Here there are notes and tasks code for Cloudera / Udacity hadoop course.

• Big Data

  • Volume (big volume of data)
  • Variety (data comes in many different formats)
  • Velocity (the speed data comes in with)
  • It is good if we store all the data, for example if we have mp3 records of phone calls - we can make a text transcription, store and analyze it, but if we store the original mp3 as well then we have possibilities to get more data in the future (like analyze emotions and get extra data from that)

• Intro to Hadoop and MapReduce

  • Core
    • HDFS + MR (MapReduce)
  • Hive - SQL-like language on top of MR
  • Pig - simple scripting language on top of MR
  • Impala - SQL-like language on top of HDFS, direct access to HDFS, no MR, faster than Hive / Pig
    • Impala queries are optimized to run fast.
    • Impala was developed as a way to query your data with SQL, but which directly accesses the data in HDFS rather than needing map reduce.
    • Impala is optimized for low latency queries. In other words Impala queries run very quickly, typically many times faster than Hive, while Hive is optimized for running long batch processing jobs.
  • Sqoop - takes data from a traditional relational database, such as Microsoft SQL Server. And, puts it in HDFS, as the limited files. So, it can be processed along with other data on the cluster.
  • Flume - injests data as it's generated by external systems.

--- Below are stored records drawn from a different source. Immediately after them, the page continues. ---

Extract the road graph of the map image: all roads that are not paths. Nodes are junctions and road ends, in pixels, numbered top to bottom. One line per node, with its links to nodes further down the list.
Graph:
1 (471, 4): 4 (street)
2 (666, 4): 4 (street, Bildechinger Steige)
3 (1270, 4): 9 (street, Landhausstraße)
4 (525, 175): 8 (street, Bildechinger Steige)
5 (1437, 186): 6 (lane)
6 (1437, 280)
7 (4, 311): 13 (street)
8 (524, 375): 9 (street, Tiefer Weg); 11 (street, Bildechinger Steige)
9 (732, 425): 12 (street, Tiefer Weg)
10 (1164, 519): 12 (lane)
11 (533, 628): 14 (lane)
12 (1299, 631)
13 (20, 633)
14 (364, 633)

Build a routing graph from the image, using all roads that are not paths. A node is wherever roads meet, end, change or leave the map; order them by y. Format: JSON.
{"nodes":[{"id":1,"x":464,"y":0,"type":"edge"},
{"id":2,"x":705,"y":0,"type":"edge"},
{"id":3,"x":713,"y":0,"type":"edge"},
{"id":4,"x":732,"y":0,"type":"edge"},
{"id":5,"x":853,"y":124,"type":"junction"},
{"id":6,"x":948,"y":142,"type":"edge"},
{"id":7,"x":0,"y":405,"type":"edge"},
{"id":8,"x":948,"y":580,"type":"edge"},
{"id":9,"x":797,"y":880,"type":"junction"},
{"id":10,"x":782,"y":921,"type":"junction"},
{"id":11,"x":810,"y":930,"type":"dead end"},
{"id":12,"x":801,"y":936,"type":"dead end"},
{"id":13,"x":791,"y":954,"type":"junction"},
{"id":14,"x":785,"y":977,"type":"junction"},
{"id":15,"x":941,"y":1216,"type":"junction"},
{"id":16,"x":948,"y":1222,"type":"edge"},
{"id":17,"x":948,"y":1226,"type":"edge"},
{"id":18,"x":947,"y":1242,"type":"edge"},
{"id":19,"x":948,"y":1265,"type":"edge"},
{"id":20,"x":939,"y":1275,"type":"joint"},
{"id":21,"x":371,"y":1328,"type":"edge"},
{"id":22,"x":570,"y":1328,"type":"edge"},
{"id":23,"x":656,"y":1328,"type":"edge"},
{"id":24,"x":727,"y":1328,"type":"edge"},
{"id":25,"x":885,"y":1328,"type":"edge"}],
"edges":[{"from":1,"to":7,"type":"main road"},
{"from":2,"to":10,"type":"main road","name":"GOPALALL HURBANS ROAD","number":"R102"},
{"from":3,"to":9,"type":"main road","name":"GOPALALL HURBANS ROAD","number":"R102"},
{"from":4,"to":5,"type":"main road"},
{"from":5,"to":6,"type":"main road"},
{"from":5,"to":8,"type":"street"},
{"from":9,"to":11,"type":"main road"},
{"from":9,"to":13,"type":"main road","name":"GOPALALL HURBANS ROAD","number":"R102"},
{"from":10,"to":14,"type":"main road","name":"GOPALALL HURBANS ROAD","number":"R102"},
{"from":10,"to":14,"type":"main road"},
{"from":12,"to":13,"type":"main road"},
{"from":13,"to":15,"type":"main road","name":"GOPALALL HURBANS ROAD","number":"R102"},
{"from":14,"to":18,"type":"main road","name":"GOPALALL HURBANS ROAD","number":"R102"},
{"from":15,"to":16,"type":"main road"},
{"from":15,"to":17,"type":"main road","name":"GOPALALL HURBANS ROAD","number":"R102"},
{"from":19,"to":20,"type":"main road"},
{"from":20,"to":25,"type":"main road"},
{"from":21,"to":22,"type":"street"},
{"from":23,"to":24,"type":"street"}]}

And, again, puts it into the cluster.
  • HBase - a real time database, built on top of HDFS.
  • Hue - graphical front end to the questor.
  • Oozie - a workflow management tool.
  • Mahout - a machine learning library.
  • CDH - Cloudera distribution including Hadoop - setup of Hadoop + tools
  • More info
    • http://www.cloudera.com/content/cloudera/en/resources/library/training/introduction-to-apache-pig.html
    • http://www.cloudera.com/content/cloudera/en/resources/library/training/introduction-to-apache-hive.html
    • http://www.cloudera.com/content/cloudera/en/resources/library/training/intorduction-hbase-todd-lipcon.html
    • http://www.cloudera.com/content/cloudera/en/resources/library/training/an-introduction-to-impala.html
    • http://mahout.apache.org/

• HDFS

  • files are split into 64MB blocks (chunks)
  • blocks are stored on DataNodes (machnies with date)
  • each block is stored 3 times on different nodes
    • if DataNode goes down the NameNode notices this and re-replicates the data to have 3 copies again
  • metadata about files is stored on the NameNode
    • if metadata is lost due to disk failure - all the data on DataNodes is lost as well (we can not re-construct it from blocks)
    • the second NameNode can be configured as a standby replica of the active NameNode
  • hadoop fs - allows to view and manipulate the file system, works with unix-like commands
    • hadoop fs -ls - list files
    • hadoop fs -put filename.txt - add a file to hadoop fs
    • hadoop fs -mv filename.txt newname.txt
    • hadoop fs -rm newname.txt
    • hadoop fs -mkdir newdir
    • hadoop fs -put filename.txt newdir
    • hadoop fs -ls newdir
    • hadoop fs -tail filename.txt - show tail of the file
    • hadoop fs -cat filename.txt - show the whole file
    • hadoop fs -get filename.txt localname.txt - copy file to the local filesystem

• MapReduce

  • MapReduce process
    • file is broken into chunks and processed in parallel
      • initial chunks are passed to mappers, mappers pre-process data into intermediate records
        • all data is in form of key, value
      • by default chunks for MapReduce are HDFS blocks (chunks the original file was split to)
    • shuffle and sort stage
      • shuffle - movement of intermediate records from mappers to reducers
      • sort - reducers organize records they got
    • reducer works then on each set of sorted records, it gets a key and a list of values for that key
      • final results are stored back to HDFS
    • to get final results sorted - we can do an extra step or use only one reducer and get sorted data from it (one reducer doesn't scale well)
      • more info about partitioning is here (how data is spread among reducers) - http://developer.yahoo.com/hadoop/tutorial/module5.html#partitioning

Example: sales data for all stores for 2012 year

2012-01-01 Miami Clothes 50.14
2012-01-01 NewYork Food 12.12
2012-01-02 Miami Clothes 20.14
2012-01-02 NewYork Food 32.12
....

And we need:

Miami - 1111.11 (total amount)
New York - 2222.222

Mappers will extract data we need to process:

Miami 50.14
NewYork 12.12
Miami 30.14
NewYork 32.12

Here store name is a key and sales value is a value we need.

Mapper code:

#!/usr/bin/python

# Format of each line is:
# date\ttime\tstore name\titem description\tcost\tmethod of payment
#
# We want elements 2 (store name) and 4 (cost)
# We need to write them out to standard output, separated by a tab

import sys

for line in sys.stdin:
    data = line.strip().split("\t")
    if len(data) == 6:
        date, time, store, item, cost, payment = data
        print "{0}\t{1}".format(store, cost)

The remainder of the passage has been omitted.